Liquidité

Publié le 18.10.2016

Cher journal,

Si on procédait avec les gabarits humains comme pour les poids bien alignés à côté des balances, ou comme par le passé avec les mesures de grain que l’on creusait dans la pierre, je me retrouverais sans doute parmi les bons derniers du classement. Mais quelle importance, au fond, que mon apparence chétive - passé la barrière de la peau, les corps sont identiques par leur immensité. Si maigrelet puis-je paraître, je forme un océan à l’intérieur, dont l’anatomie n’a pu qu’entamer une cartographie complète. Et combien de siècles que j’ai pu passer à me naviguer moi-même, je ne peux me prévaloir d’aucune certitude sur les caps à tenir. Lorsque j’avale un médicament, je jette une bouteille à la mer. Et si je n’ai pas renoncé à comprendre de quelle manière je pense - sinon, je ne continuerais pas à t’écrire - je crois que je ne nourris plus d’espoir sur tout le reste de mon métabolisme. Sur ce point, je laisse l’arbitraire triompher.

Certains disent ne pas aimer leurs corps - mais ce n’est pas là mon problème. Je n’ai pas de sympathie pour lui, et il me le rend férocément; à vrai dire, je ne lui prête attention que dans ma recherche du confort, et plus encore, dans ma fuite de la douleur. Il me semble n’être qu’un collègue dans l’existence, avec lequel j’entretiens les relations professionnelles obligatoires. Plus que la beauté, la grâce ou la puissance des autres corps que le mien, je jalouse surtout la familiarité à laquelle d’autres semblent parvenir si aisément. Je t’exposais quelques mois auparavant mon manque de goût pour le sport; mais j’aime beaucoup regarder les athlètes de toute sorte, même s’ils se livrent aux jeux les plus absurdes, car ils semblent jouir de ces liens qui me font défaut. Il faut du reste sans doute atteindre leur proximité avec son enveloppe pour la maltraiter comme ils font.

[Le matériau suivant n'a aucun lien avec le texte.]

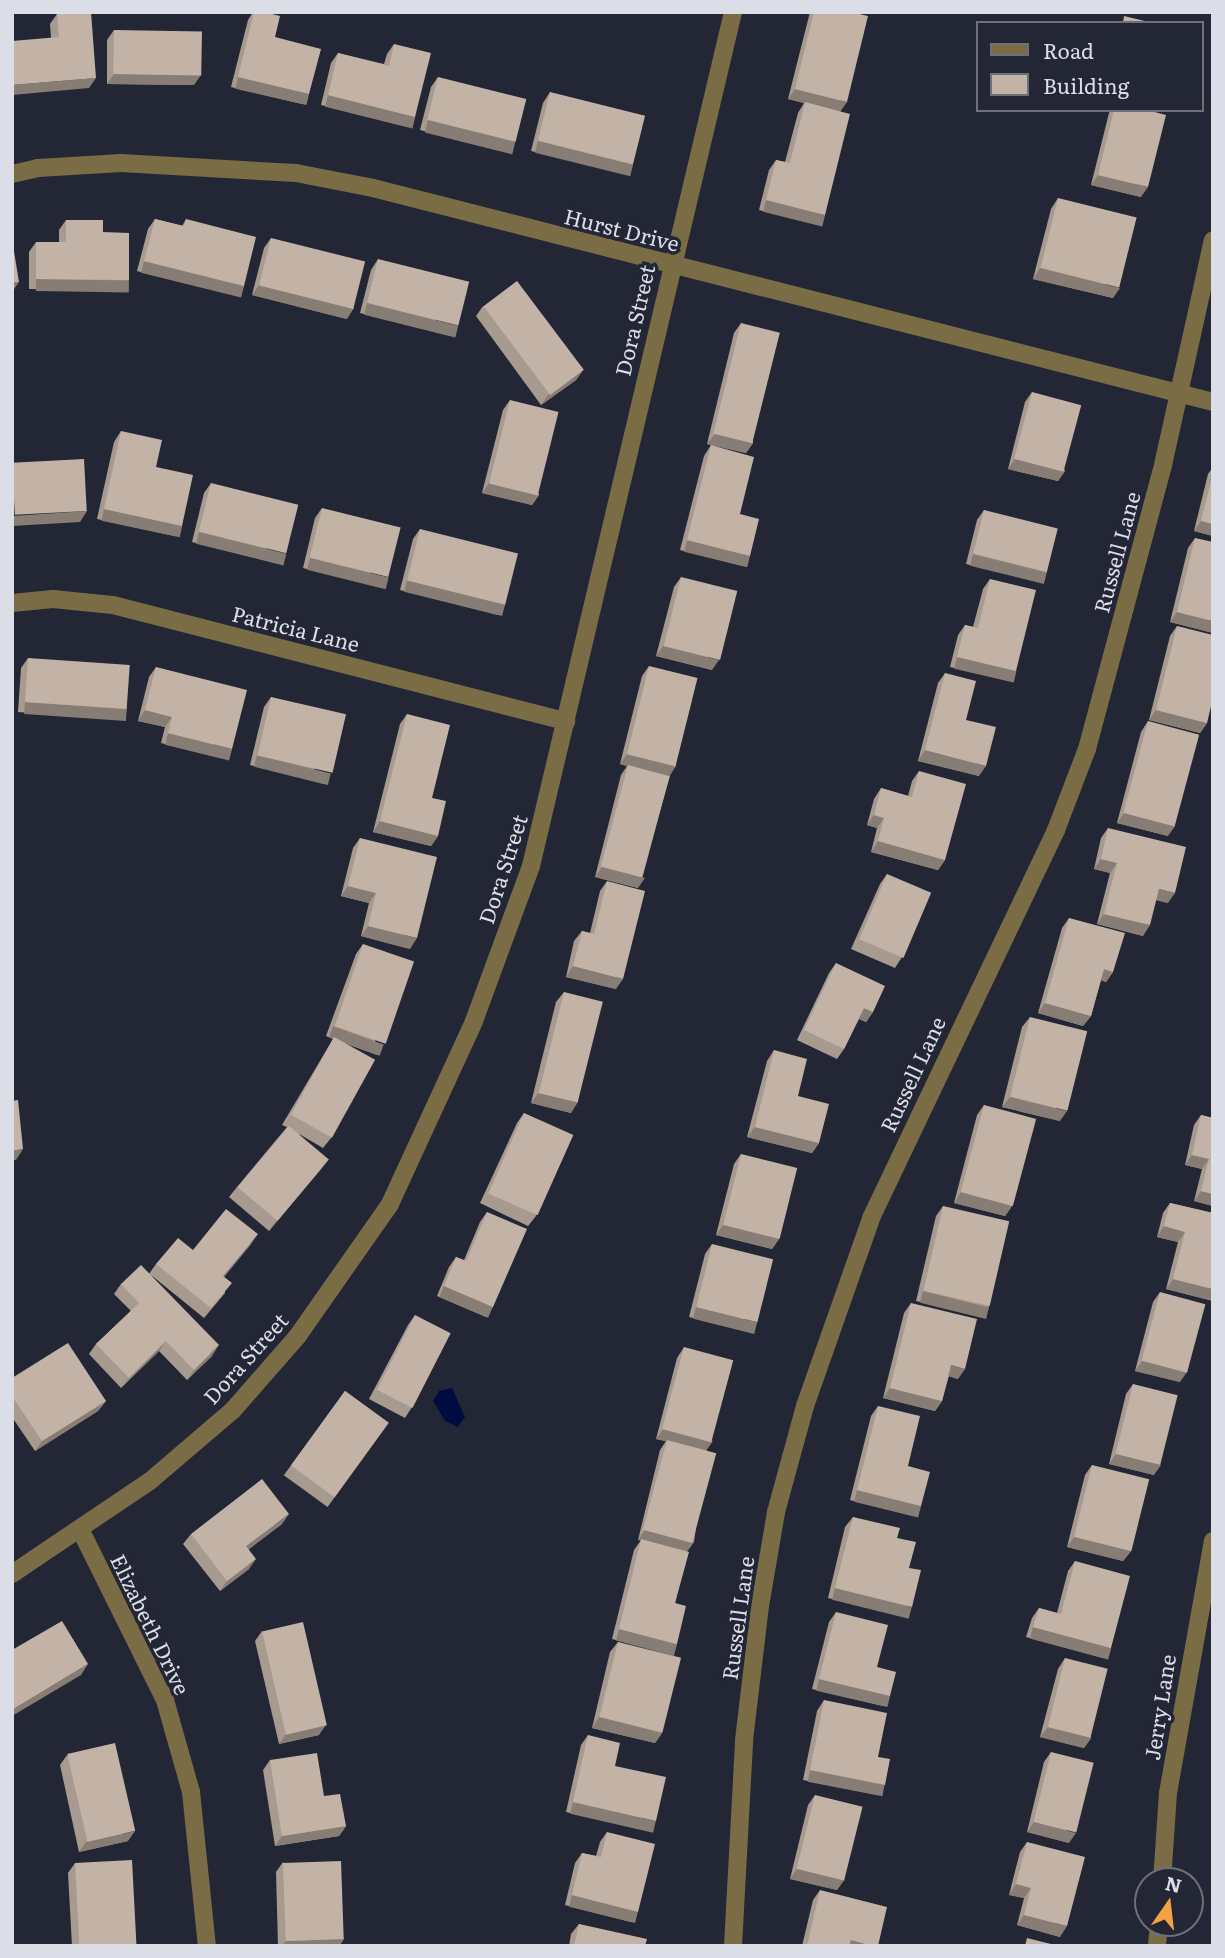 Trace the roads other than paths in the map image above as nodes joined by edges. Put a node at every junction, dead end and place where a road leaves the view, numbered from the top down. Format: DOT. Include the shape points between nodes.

Ces pensées m’occupent en ce moment pour une seule raison: depuis quelques jours, je subis divers maux, que je crois tous liés à une dent cariée. Mais la douleur a horreur de rester immobile; elle semble vouloir voyager partout, visiter chacun de mes organes autant que mon squelette. Elle aussi se retrouve balotée sur l’océan - ou peut-être est-elle la source même des agitations qui le traverse, mais elle choisit de voyager sans boussole. A vrai dire, il me semble parfois que les douleurs connaissent et habitent notre corps mieux que nous le faisons - et si, dans bien des cas, elle ne nous dépossédait pas de nos capacités d’attention, nous serions peut-être admiratif de leur virtuosité ou de leur éloquence.

Cela ne m’empêche pas de me réjouir, malgré la perspective de la seringue qui creusera les falaises de mes gencives, de l’anesthésie à venir ! Peut-être faudra-t-il même retirer l’un de ces fossiles encombrants. Je demanderai au dentiste de me le confier, et l’accrocherai comme une prise de premier choix, sur les murs du salon.